0

I have scrapy pulling data from a web page. An issue Ive run across is it pulls alot of whitespace and Ive elected to use .strip() as suggested by others. Ive run into an issue though

if a.strip():
    print a
if b.strip():
    print b

Returns:

a1
b1
.
.
.

But this:

if a.strip():
    aList.append(a)
if b.strip():
    bList.append(b)
print aList, bList

Returns this:

a1



    b1

Im trying to simulate the whitespace that I remove with .strip() here, but you get the point. For whatever reason it adds the whitespace to the list even though I told it not to.
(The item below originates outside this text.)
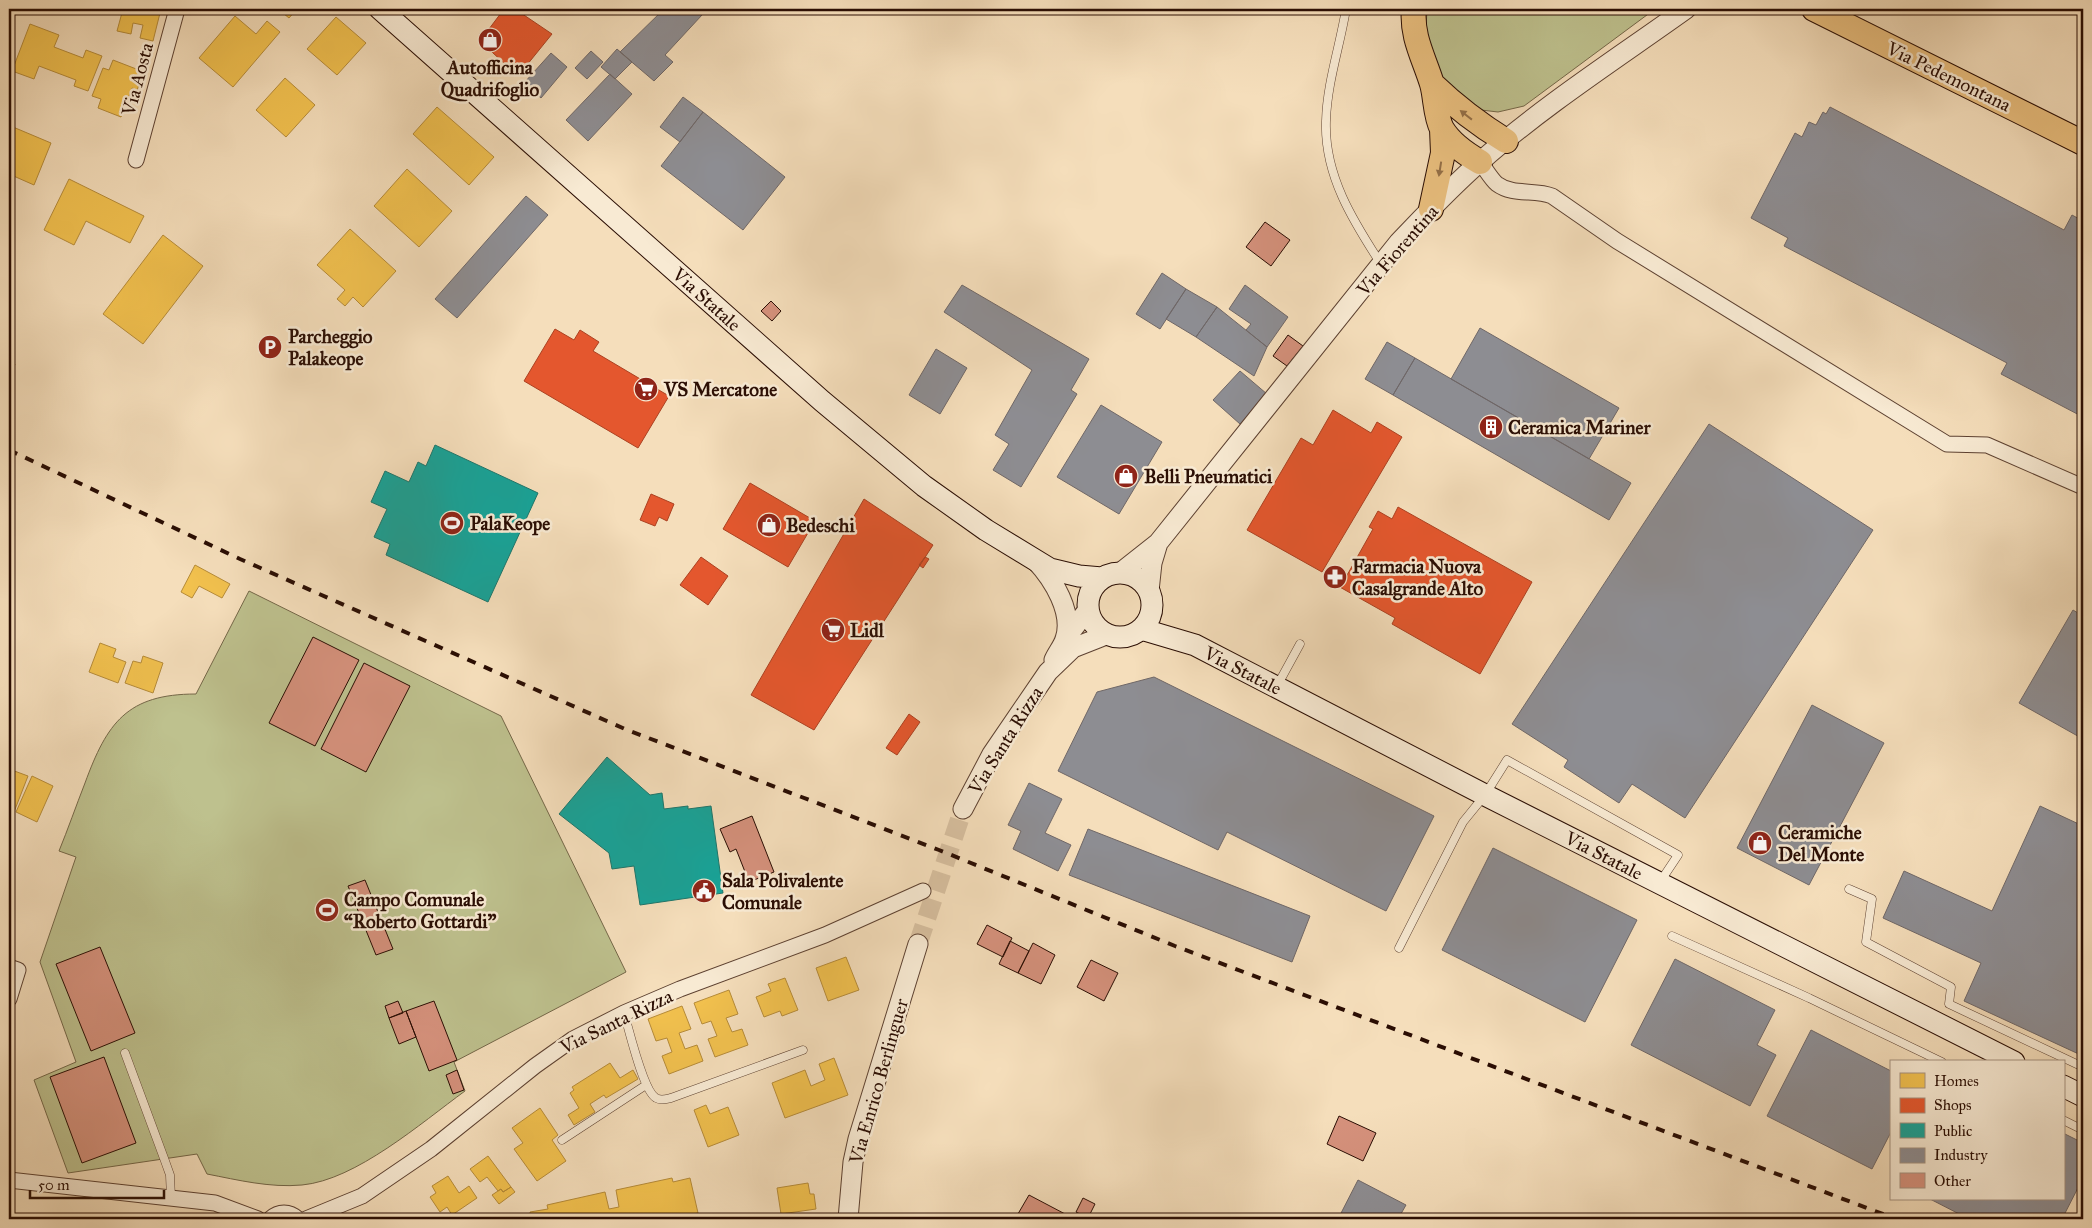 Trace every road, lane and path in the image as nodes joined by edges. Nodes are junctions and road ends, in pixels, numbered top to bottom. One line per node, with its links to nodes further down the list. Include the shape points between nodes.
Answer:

I can even print the list in the if statement and it also shows correctly, but for whatever reason, when I decide to print outside the if statements it doesnt work as I intended.

Here is my entire code:

# coding: utf-8
from scrapy.spider import BaseSpider
from scrapy.selector import HtmlXPathSelector
from scrapy.contrib.exporter import CsvItemExporter
import re
import csv
import urlparse
from stockscrape.items import EPSItem
from itertools import izip

class epsScrape(BaseSpider):
        name = "eps"
        allowed_domains = ["investors.com"]
        ifile = open('test.txt', "r")
        reader = csv.reader(ifile)
        start_urls = []
        for row in ifile:
                url = row.replace("\n","")
                if url == "symbol":
                        continue
                else:
                        start_urls.append("http://research.investors.com/quotes/nyse-" + url + ".htm")
        ifile.close()

        def parse(self, response):
                f = open("eps.txt", "a+")
                sel = HtmlXPathSelector(response)
                sites = sel.select("//div")
#               items = []
                for site in sites:
                        symbolList = []
                        epsList = []
                        item = EPSItem()
                        item['symbol'] = site.select("h2/span[contains(@id, 'qteSymb')]/text()").extract()
                        item['eps']  = site.select("table/tbody/tr/td[contains(@class, 'rating')]/span/text()").extract()
                        strSymb = str(item['symbol'])
                        newSymb = strSymb.replace("[]","").replace("[u'","").replace("']","")
                        strEps = str(item['eps'])
                        newEps = strEps.replace("[]","").replace(" ","").replace("[u'\\r\\n","").replace("']","")
                        if newSymb.strip():
                                symbolList.append(newSymb)
#                               print symbolList
                        if newEps.strip():
                                epsList.append(newEps)
#                               print epsList
                        print symbolList, epsList
                for symb, eps in izip(symbolList, epsList):
                        f.write("%s\t%s\n", (symb, eps))
                f.close()
Alcaeus
  • 145
  • 3
  • 13

2 Answers2

8

strip does not modify the string in-place. It returns a new string with the whitespace stripped.

>>> a = '    foo      '
>>> b = a.strip()
>>> a
'    foo      '
>>> b
'foo'
bogatron
  • 18,639
  • 6
  • 53
  • 47
  • I believe I tried something similar to that where I did this: if a.strip(): b = a if c.strip(): d = c But when I tried to print this outside of the if statements it printed with all the whitespace. – Alcaeus Nov 19 '13 at 18:38
  • As a side-note Python has several built-in types (numbers, booleans, strings, tuples, frozensets) are immutable. – crownedzero Nov 19 '13 at 18:41
  • 1
    @Resin As I said, `a.strip()` returns a new string - `a` is not modified. So when you write `if a.strip(): b = a`, it will set `b` to the original (unstripped) variable `a`. – bogatron Nov 19 '13 at 19:05
0

I figured out what it was that was causing the confusion. Its the location which I declared the variable/list. I was declaring it inside the for loop so everytime it iterated it rewrote and a blank list or variable is the same outcome of false for my if statement.

Alcaeus
  • 145
  • 3
  • 13